__DATA SECTION__:
__________

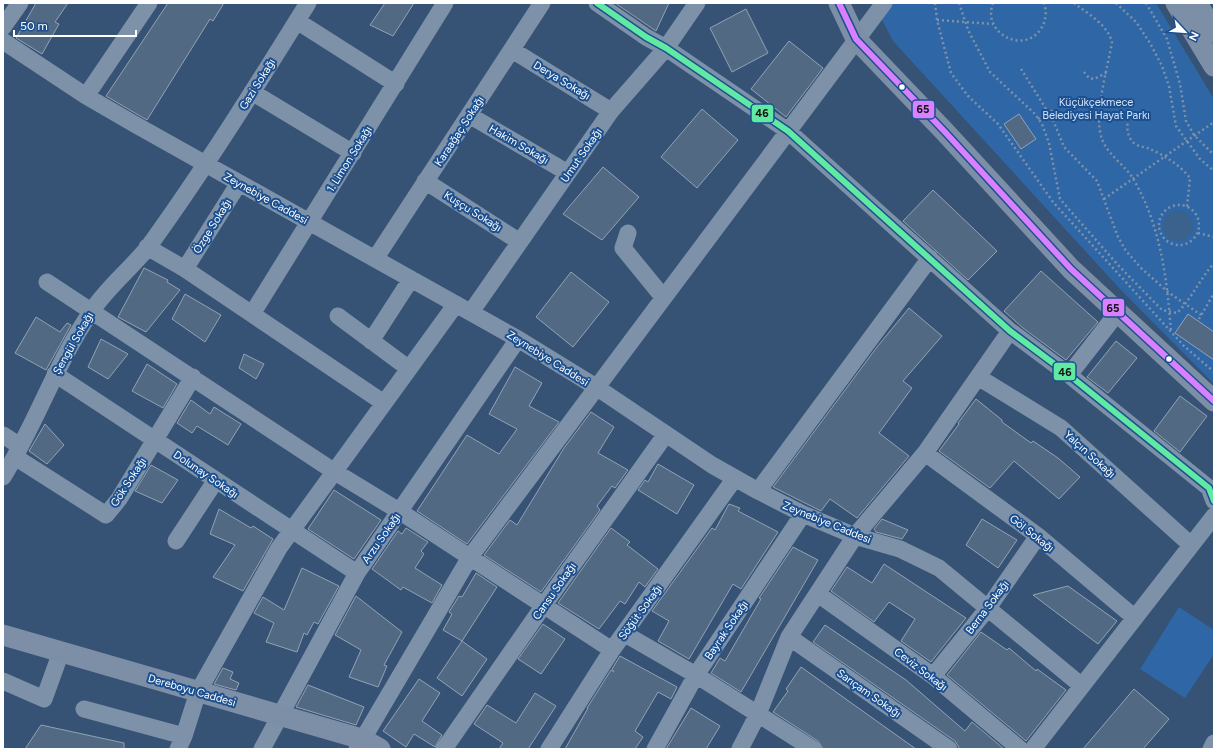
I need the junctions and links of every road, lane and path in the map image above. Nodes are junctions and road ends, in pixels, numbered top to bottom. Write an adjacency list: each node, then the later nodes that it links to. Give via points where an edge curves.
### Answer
1 (20, 3): 23 (street)
2 (149, 3): 35 (street)
3 (308, 3): 20 (street, Gazi Sokağı)
4 (542, 3): 28 (street, Karaağaç Sokağı)
5 (596, 3): 27 (street)
6 (697, 3): 27 (street, Umut Sokağı)
7 (839, 3): 25 (main road)
8 (884, 3): 25 (street)
9 (935, 3): 19 (path)
10 (959, 3): 21 (path)
11 (993, 3): 22 (path)
12 (1044, 3): 22 (path, via 1044,23 1040,31 1025,41 1007,39 999,34)
13 (1074, 3): 32 (path, via 1110,35 1112,42)
14 (1116, 3): 45 (path, via 1136,22 1162,66 1169,86 1176,126)
15 (1146, 3): 44 (path, via 1167,39 1180,84 1186,121)
16 (1176, 3): 29 (main road)
17 (1197, 3): 24 (main road)
18 (442, 4): 33 (street, 1. Limon Sokağı)
19 (937, 20): 21 (path); 84 (path, via 951,73 955,79 968,96 998,124 1052,202)
20 (297, 21): 33 (street); 34 (street, Gazi Sokağı)
21 (965, 22): 22 (path); 41 (path, via 990,72)
22 (993, 24)
23 (3, 27)
24 (1214, 32)
25 (856, 39): 43 (street); 77 (main road, via 1071,269)
26 (3, 41): 35 (street, Zeynebiye Caddesi)
27 (666, 48): 38 (street, Umut Sokağı); 43 (street)
28 (512, 50): 38 (street, Derya Sokağı); 40 (street, Karaağaç Sokağı)
29 (1214, 66)
30 (1021, 69): 39 (path)
31 (1084, 72): 32 (path, via 1089,78 1094,79)
32 (1106, 72): 52 (path, via 1100,108 1101,138)
33 (396, 84): 46 (street, 1. Limon Sokağı)
34 (252, 92): 46 (street); 49 (street, Gazi Sokağı)
35 (86, 96): 49 (street, Zeynebiye Caddesi)
36 (1053, 110): 39 (path)
37 (1131, 110): 48 (path, via 1127,128 1130,138 1136,144 1150,148)
38 (611, 111): 51 (street, Umut Sokağı)
39 (1049, 112): 41 (path); 55 (path, via 1064,147 1091,173)
40 (469, 115): 51 (street, Hakim Sokağı); 53 (street, Karaağaç Sokağı)
41 (1038, 119): 78 (path, via 1049,143 1060,199 1117,264 1162,310)
42 (1214, 122): 44 (path)
43 (788, 131): 65 (street); 72 (street)
44 (1194, 135): 45 (path); 47 (path)
45 (1186, 141): 48 (path); 50 (path, via 1200,159)
46 (353, 153): 57 (street, 1. Limon Sokağı)
47 (1214, 155)
48 (1165, 157): 52 (path); 56 (path, via 1190,178)
49 (206, 165): 54 (street, Zeynebiye Caddesi); 63 (street, Şengül Sokağı)
50 (1214, 171)
51 (568, 173): 62 (street, Umut Sokağı)
52 (1134, 180): 55 (path); 58 (path)
53 (426, 181): 62 (street, Kuşçu Sokağı); 64 (street, Karaağaç Sokağı)
54 (239, 183): 57 (street, Zeynebiye Caddesi); 67 (street, Özge Sokağı)
55 (1104, 199): 70 (path, via 1126,251)
56 (1187, 207): 58 (path, via 1180,205 1167,209 1159,220); 59 (path, via 1199,220)
57 (309, 222): 64 (street, Zeynebiye Caddesi); 79 (street, 1. Limon Sokağı)
58 (1158, 231): 59 (path, via 1164,240 1176,246 1189,243); 70 (path)
59 (1198, 233): 61 (path)
60 (628, 234): 72 (street, via 623,248)
61 (1214, 237)
62 (520, 242): 76 (street, Umut Sokağı)
63 (147, 247): 67 (street); 75 (street, Şengül Sokağı)
64 (375, 258): 68 (street, Zeynebiye Caddesi)
65 (930, 258): 83 (street); 105 (street)
66 (1214, 263): 74 (path, via 1194,289)
67 (185, 269): 79 (street)
68 (411, 279): 73 (street, Zeynebiye Caddesi); 86 (street)
69 (47, 282): 75 (street)
70 (1168, 292): 74 (path); 78 (path)
71 (1214, 293): 80 (path)
72 (664, 297): 93 (street)
73 (456, 304): 76 (street, Zeynebiye Caddesi); 87 (street)
74 (1186, 305): 78 (path, via 1177,313); 80 (path)
75 (91, 311): 89 (street, Şengül Sokağı); 91 (street)
76 (471, 312): 85 (street, Zeynebiye Caddesi)
77 (1118, 312): 90 (street); 94 (main road)
78 (1170, 312): 84 (path)
79 (252, 314): 95 (street)
80 (1202, 315): 82 (path)
81 (338, 316): 86 (street)
82 (1199, 319)
83 (1010, 330): 90 (street); 92 (street)
84 (1171, 332): 88 (path)
85 (518, 339): 93 (street, Zeynebiye Caddesi); 107 (street, Arzu Sokağı)
86 (371, 341): 87 (street)
87 (408, 368): 95 (street)
88 (1214, 372)
89 (55, 374): 98 (street, Dolunay Sokağı); 99 (street, Şengül Sokağı)
90 (1069, 375): 106 (street, via 1210,488)
91 (193, 377): 98 (street, Gök Sokağı); 101 (street)
92 (978, 377): 100 (street); 114 (street, Yalçın Sokağı, via 1061,428)
93 (596, 387): 96 (street, Zeynebiye Caddesi); 115 (street)
94 (1214, 401)
95 (384, 403): 101 (street)
96 (666, 434): 103 (street, Zeynebiye Caddesi); 118 (street, Cansu Sokağı)
97 (3, 435): 99 (street)
98 (154, 440): 99 (street, Gök Sokağı, via 106,515); 104 (street, Dolunay Sokağı)
99 (18, 452): 102 (street, Şengül Sokağı)
100 (925, 453): 111 (street); 112 (street, Göl Sokağı)
101 (335, 472): 107 (street); 110 (street)
102 (3, 477)
103 (735, 478): 105 (street, Zeynebiye Caddesi); 121 (street, Söğüt Sokağı)
104 (216, 480): 110 (street, Dolunay Sokağı); 113 (street)
105 (758, 492): 108 (street, Zeynebiye Caddesi)
106 (1214, 501)
107 (399, 511): 115 (street); 116 (street, Arzu Sokağı)
108 (803, 514): 111 (street, Zeynebiye Caddesi); 126 (street, Bayrak Sokağı)
109 (1214, 516): 114 (street)
110 (290, 531): 116 (street, Dolunay Sokağı); 130 (street)
111 (855, 536): 117 (street); 119 (street, Zeynebiye Caddesi, via 900,549 939,568)
112 (1038, 536): 119 (street, Berna Sokağı); 120 (street, Göl Sokağı)
113 (176, 541)
114 (1191, 545): 120 (street)
115 (470, 557): 118 (street); 136 (street)
116 (357, 573): 133 (street, Arzu Sokağı)
117 (818, 594): 123 (street); 127 (street, Ceviz Sokağı)
118 (544, 605): 124 (street); 139 (street, Cansu Sokağı)
119 (988, 608): 127 (street, Berna Sokağı); 129 (street, Zeynebiye Caddesi)
120 (1135, 618): 129 (street)
121 (625, 634): 124 (street, Söğüt Sokağı); 126 (street)
122 (3, 635): 125 (main road, Dereboyu Caddesi)
123 (789, 637): 132 (street); 144 (street, Sarıçam Sokağı)
124 (612, 650): 140 (street, Söğüt Sokağı)
125 (61, 652): 128 (street, via 44,699); 130 (main road, Dereboyu Caddesi)
126 (696, 675): 132 (street); 141 (street, Bayrak Sokağı)
127 (933, 676): 145 (street, Ceviz Sokağı)
128 (3, 681)
129 (1082, 686): 146 (street)
130 (198, 692): 133 (main road, Dereboyu Caddesi); 134 (street)
131 (84, 709): 134 (street)
132 (758, 714): 142 (street); 143 (street)
133 (279, 715): 136 (main road, Dereboyu Caddesi); 137 (street, Arzu Sokağı)
134 (181, 742)
135 (1214, 743): 147 (street)
136 (360, 744): 138 (main road, Dereboyu Caddesi)
137 (262, 749)
138 (380, 749)
139 (444, 749)
140 (549, 749)
141 (655, 749)
142 (740, 749)
143 (814, 749)
144 (949, 749)
145 (1020, 749)
146 (1033, 749)
147 (1211, 749)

__________

__DESCRIPTION OF THE TASK__:
Search the listing for the string "Limon". Copy each line where it is found.

__RESULT FOR THIS TASK__:
18 (442, 4): 33 (street, 1. Limon Sokağı)
33 (396, 84): 46 (street, 1. Limon Sokağı)
46 (353, 153): 57 (street, 1. Limon Sokağı)
57 (309, 222): 64 (street, Zeynebiye Caddesi); 79 (street, 1. Limon Sokağı)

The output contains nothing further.